▶ [Try it]: In the data below, the answer is the run of lines from the line containing "x y h add x" through the line containing "0 595 translate 1 -1 scale", both included; print it exactly and nothing else.

▶ [Input for this task]:
------------------------------------------------
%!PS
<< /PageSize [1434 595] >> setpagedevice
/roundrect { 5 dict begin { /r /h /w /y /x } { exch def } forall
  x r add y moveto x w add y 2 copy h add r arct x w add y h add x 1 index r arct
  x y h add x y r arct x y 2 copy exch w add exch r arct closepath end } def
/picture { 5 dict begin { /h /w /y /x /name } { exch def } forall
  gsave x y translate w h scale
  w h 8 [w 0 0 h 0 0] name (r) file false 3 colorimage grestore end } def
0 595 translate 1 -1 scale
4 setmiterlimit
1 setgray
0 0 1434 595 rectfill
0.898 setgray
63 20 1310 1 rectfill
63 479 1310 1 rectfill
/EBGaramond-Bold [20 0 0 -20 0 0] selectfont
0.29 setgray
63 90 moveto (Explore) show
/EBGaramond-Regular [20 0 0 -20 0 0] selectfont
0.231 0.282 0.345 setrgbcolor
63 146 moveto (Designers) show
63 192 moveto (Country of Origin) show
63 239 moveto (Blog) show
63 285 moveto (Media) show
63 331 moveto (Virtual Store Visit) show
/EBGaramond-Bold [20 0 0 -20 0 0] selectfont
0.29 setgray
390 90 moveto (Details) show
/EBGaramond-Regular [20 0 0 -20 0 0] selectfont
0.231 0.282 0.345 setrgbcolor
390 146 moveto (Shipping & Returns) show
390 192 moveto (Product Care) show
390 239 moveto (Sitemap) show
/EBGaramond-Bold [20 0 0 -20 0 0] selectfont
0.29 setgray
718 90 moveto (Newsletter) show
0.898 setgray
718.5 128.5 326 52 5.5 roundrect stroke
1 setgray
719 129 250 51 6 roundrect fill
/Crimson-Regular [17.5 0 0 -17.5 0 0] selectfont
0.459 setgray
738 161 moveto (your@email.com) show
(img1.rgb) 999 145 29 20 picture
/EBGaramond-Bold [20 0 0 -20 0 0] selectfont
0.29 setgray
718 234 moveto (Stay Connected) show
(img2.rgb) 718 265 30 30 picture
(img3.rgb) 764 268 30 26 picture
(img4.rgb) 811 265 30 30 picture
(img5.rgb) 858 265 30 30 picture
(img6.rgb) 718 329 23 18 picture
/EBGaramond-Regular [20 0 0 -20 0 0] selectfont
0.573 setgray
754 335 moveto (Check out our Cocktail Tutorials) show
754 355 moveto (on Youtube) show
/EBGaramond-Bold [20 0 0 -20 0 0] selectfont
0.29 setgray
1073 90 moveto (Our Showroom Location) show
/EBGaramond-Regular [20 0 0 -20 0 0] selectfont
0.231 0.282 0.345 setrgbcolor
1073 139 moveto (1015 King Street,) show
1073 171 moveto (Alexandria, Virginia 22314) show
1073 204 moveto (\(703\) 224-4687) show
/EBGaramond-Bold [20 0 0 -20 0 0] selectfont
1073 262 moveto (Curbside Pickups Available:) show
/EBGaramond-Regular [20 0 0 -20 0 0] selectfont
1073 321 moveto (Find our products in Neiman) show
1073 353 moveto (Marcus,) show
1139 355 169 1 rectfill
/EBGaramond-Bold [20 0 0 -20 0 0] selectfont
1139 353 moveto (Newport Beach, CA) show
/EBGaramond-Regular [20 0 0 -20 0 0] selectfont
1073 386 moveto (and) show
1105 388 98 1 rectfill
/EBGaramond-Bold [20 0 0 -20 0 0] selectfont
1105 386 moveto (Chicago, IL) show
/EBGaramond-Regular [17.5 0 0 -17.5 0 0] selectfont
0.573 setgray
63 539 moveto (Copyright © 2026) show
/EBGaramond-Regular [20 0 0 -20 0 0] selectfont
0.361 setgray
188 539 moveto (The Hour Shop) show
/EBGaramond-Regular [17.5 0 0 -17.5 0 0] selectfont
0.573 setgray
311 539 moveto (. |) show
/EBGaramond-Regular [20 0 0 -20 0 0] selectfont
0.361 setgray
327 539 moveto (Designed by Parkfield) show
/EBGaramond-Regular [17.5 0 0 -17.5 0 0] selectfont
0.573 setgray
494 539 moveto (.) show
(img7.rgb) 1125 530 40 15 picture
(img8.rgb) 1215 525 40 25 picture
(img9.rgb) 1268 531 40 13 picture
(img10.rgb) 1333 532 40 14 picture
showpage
------------------------------------------------
▶ [Expected answer]:
  x y h add x y r arct x y 2 copy exch w add exch r arct closepath end } def
/picture { 5 dict begin { /h /w /y /x /name } { exch def } forall
  gsave x y translate w h scale
  w h 8 [w 0 0 h 0 0] name (r) file false 3 colorimage grestore end } def
0 595 translate 1 -1 scale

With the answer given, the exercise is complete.